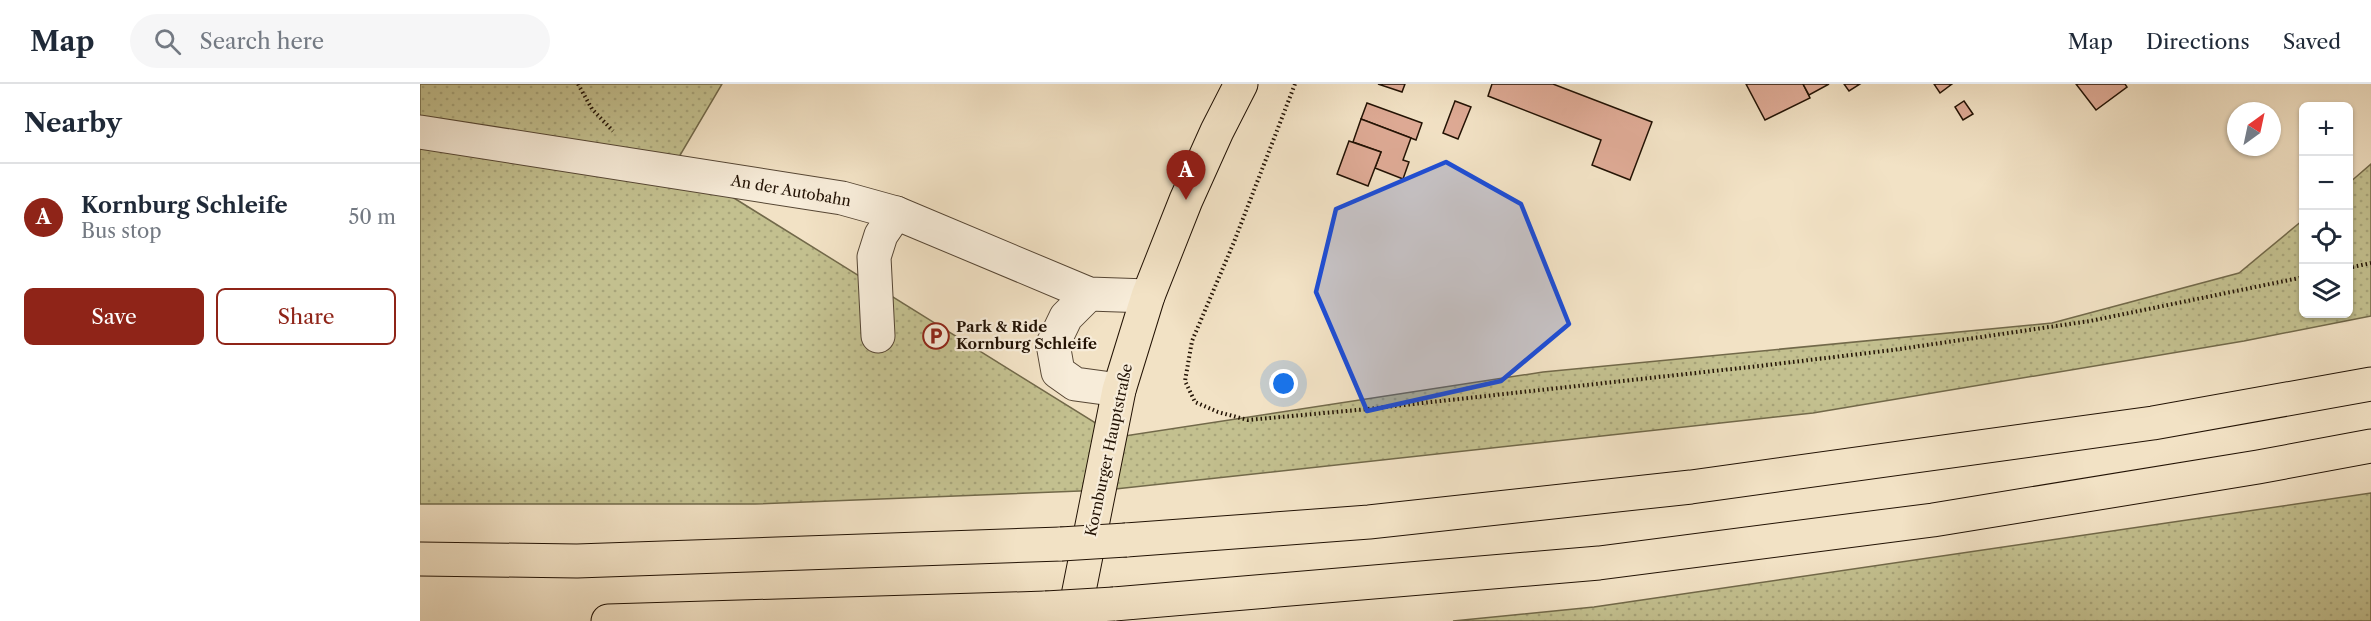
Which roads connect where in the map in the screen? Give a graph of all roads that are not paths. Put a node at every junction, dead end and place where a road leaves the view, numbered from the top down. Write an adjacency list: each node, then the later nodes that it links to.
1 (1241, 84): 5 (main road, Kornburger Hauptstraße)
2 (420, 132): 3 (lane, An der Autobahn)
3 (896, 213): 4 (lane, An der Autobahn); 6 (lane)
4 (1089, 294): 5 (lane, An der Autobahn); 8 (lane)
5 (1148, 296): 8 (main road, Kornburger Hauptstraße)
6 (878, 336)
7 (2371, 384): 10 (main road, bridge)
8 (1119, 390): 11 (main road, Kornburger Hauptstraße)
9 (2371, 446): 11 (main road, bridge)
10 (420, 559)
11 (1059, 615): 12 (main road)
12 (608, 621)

************

# [REQUIRED ACTION]
Transcribe everything above exactly. Do not include the pictures.

# [WRITTEN ANSWER]
Which roads connect where in the map in the screen? Give a graph of all roads that are not paths. Put a node at every junction, dead end and place where a road leaves the view, numbered from the top down. Write an adjacency list: each node, then the later nodes that it links to.
1 (1241, 84): 5 (main road, Kornburger Hauptstraße)
2 (420, 132): 3 (lane, An der Autobahn)
3 (896, 213): 4 (lane, An der Autobahn); 6 (lane)
4 (1089, 294): 5 (lane, An der Autobahn); 8 (lane)
5 (1148, 296): 8 (main road, Kornburger Hauptstraße)
6 (878, 336)
7 (2371, 384): 10 (main road, bridge)
8 (1119, 390): 11 (main road, Kornburger Hauptstraße)
9 (2371, 446): 11 (main road, bridge)
10 (420, 559)
11 (1059, 615): 12 (main road)
12 (608, 621)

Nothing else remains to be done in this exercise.